I’d like to make the case that each of those causes represent a larger issue worth addressing: the lack of respect or attention to history education. This lack of respect permeates school buildings in how tests are built, professional development is allotted, teacher bonuses are awarded, and teaching assignments are given.

When I was still teaching middle school history in south Los Angeles, I often felt like a second string support staff for my English/language arts counterparts. They were teaching the “more important” skill of literacy, while I was supporting them with interesting stories of the past. I’ve heard other social studies teachers express similar sentiments.

Most people do not actually see history as a discipline. They see it as a content. This distinction is crucial. When we only see history as a content of stories to be told, we get lost in the weeds of which stories to choose. The ongoing culture wars over what we can teach in history classrooms illustrates how this quickly spirals out of control. Rather than having constructive conversations about competing interpretations of the past, many people have become dogmatic about particular narratives, distracting us from the disciplinary practices inherent to the study of history.

According to Education Week’s tracker, just shy of 90 percent of states in the union have introduced legislation to restrict what is taught in history courses. Eighteen states have successfully implemented such bans. Citizens and their representatives have become so caught up in the “what” of the past, that they forget that history is shaped by specific disciplinary thinking practices.

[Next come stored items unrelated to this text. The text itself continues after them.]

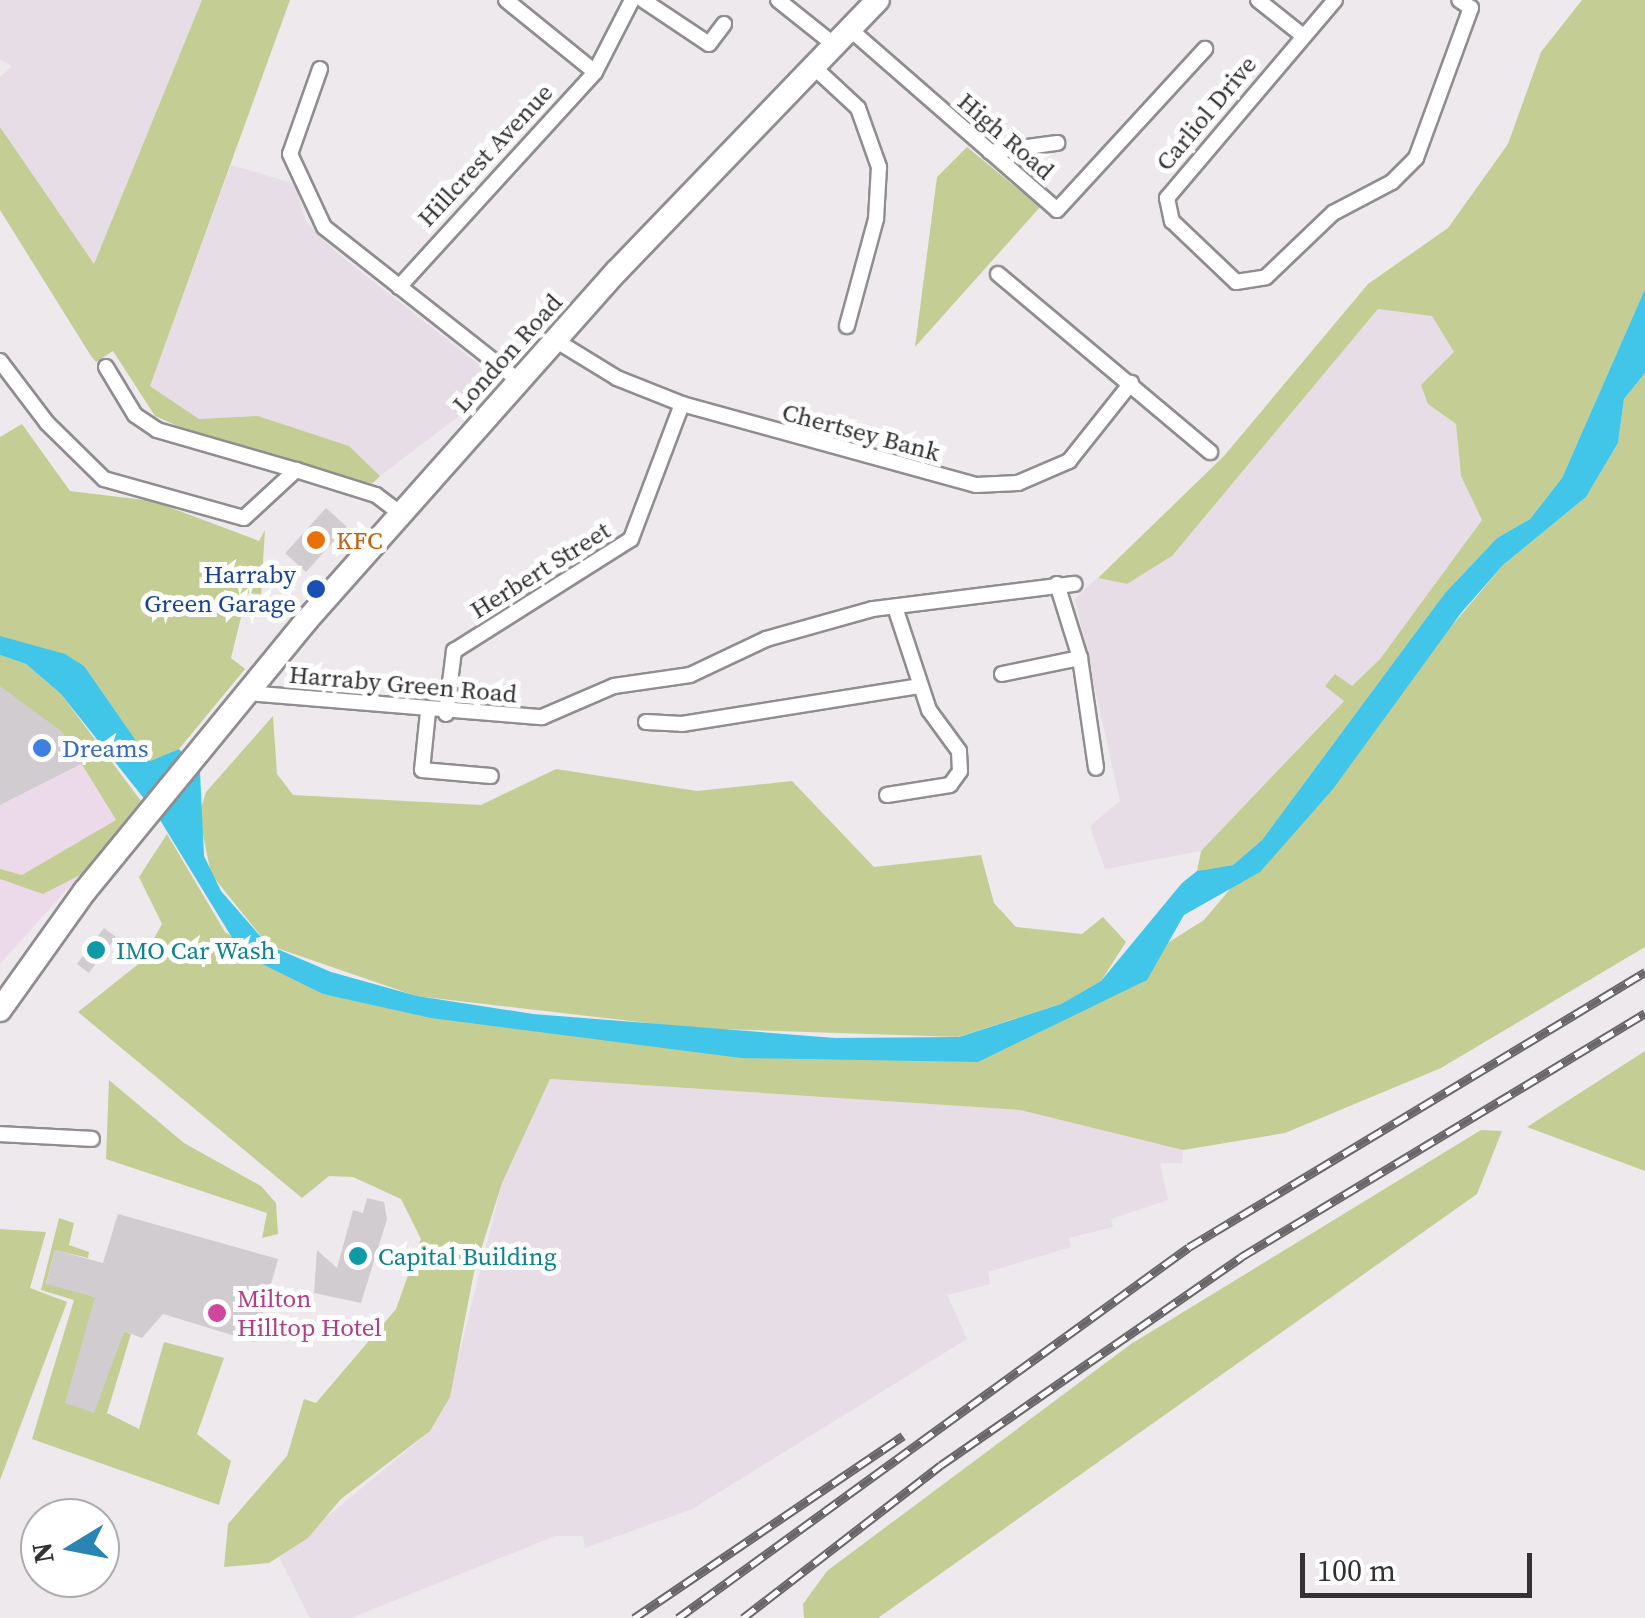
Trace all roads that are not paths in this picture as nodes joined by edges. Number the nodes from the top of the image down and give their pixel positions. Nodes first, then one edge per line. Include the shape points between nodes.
1 (506, 0) edge
2 (632, 0) edge
3 (642, 0) edge
4 (778, 0) edge
5 (878, 0) edge
6 (1258, 0) edge
7 (1334, 0) edge
8 (1470, 3) edge
9 (724, 24) dead end
10 (1302, 35) junction
11 (844, 39) junction
12 (1205, 49) dead end
13 (320, 69) dead end
14 (817, 70) junction
15 (595, 72) junction
16 (1056, 144) dead end
17 (990, 152) junction
18 (998, 274) dead end
19 (399, 287) junction
20 (847, 326) dead end
21 (556, 340) junction
22 (0, 361) edge
23 (106, 367) dead end
24 (518, 380) junction
25 (1130, 383) junction
26 (682, 404) junction
27 (1210, 452) dead end
28 (296, 470) junction
29 (400, 513) junction
30 (1057, 584) junction
31 (1074, 584) dead end
32 (896, 607) junction
33 (1080, 658) junction
34 (1002, 674) dead end
35 (919, 686) junction
36 (247, 692) junction
37 (428, 712) junction
38 (446, 714) junction
39 (646, 722) dead end
40 (1096, 768) dead end
41 (492, 776) dead end
42 (887, 795) dead end
43 (0, 1010) edge
44 (0, 1134) edge
45 (92, 1139) dead end

1 - 15 street
2 - 15 street, Hillcrest Avenue via 604,43
3 - 9 street via 709,44
4 - 11 street, High Road
5 - 11 main road, London Road
6 - 10 street
7 - 10 street, Carliol Drive
8 - 10 street, Carliol Drive via 1416,158 1392,182 1333,212 1266,277 1236,282 1172,222 1166,198
11 - 14 main road, London Road
11 - 17 street, High Road
12 - 17 street, High Road via 1058,210
13 - 19 street via 290,154 324,227
14 - 20 street via 858,108 878,167 876,219
14 - 21 main road, London Road
15 - 19 street, Hillcrest Avenue
16 - 17 street
18 - 25 street
19 - 24 street
21 - 24 main road, London Road
21 - 26 street, Chertsey Bank via 616,378
22 - 28 street via 47,423 104,480 244,518
23 - 28 street via 135,415 158,430
24 - 29 main road, London Road
25 - 26 street, Chertsey Bank via 1069,461 993,485
25 - 27 street
26 - 38 street, Herbert Street via 631,539 454,651
28 - 29 street via 376,495
29 - 36 main road, London Road
30 - 31 street, Harraby Green Road
30 - 32 street, Harraby Green Road
30 - 33 street
32 - 35 street
32 - 38 street, Harraby Green Road via 781,634 690,675 614,686 542,718
33 - 34 street
33 - 40 street
35 - 39 street via 682,724
35 - 42 street via 959,751 960,771 950,784
36 - 37 street, Harraby Green Road
36 - 43 main road, London Road
37 - 38 street, Harraby Green Road
37 - 41 street via 422,770
44 - 45 street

If we truly care about equipping the next generation of citizens to be proficient in history and civics, we need to start by redefining what it is we do as history teachers. Of course, as I often tell the teachers I coach, this does not mean that we get rid of content in favor of skills, but it does mean that content becomes a means to an end—to the loftier goal of empowering our students to think historically.

Rich scholarship has come out in recent years on historical thinking and the pedagogical tools teachers need to effectively teach students to think historically. I think of the work of Joel Breakstone and Sam Wineburg at Stanford History Education Group, Bruce Vansledright’s scholarship on historical thinking, and the late Peter Seixas’s Canada’s Historical Thinking Project. If we can incorporate this rich body of research into our standards, assessments, and professional development, we can really anchor our classrooms around these evidence-based disciplinary practices.

Unfortunately, this rich field of research does not always make it into classrooms. Even if it does, it is often in an inequitable way, with some passionate teachers seizing the approach for their students, while many other students go their entire educational careers without even hearing the term “historical thinking.”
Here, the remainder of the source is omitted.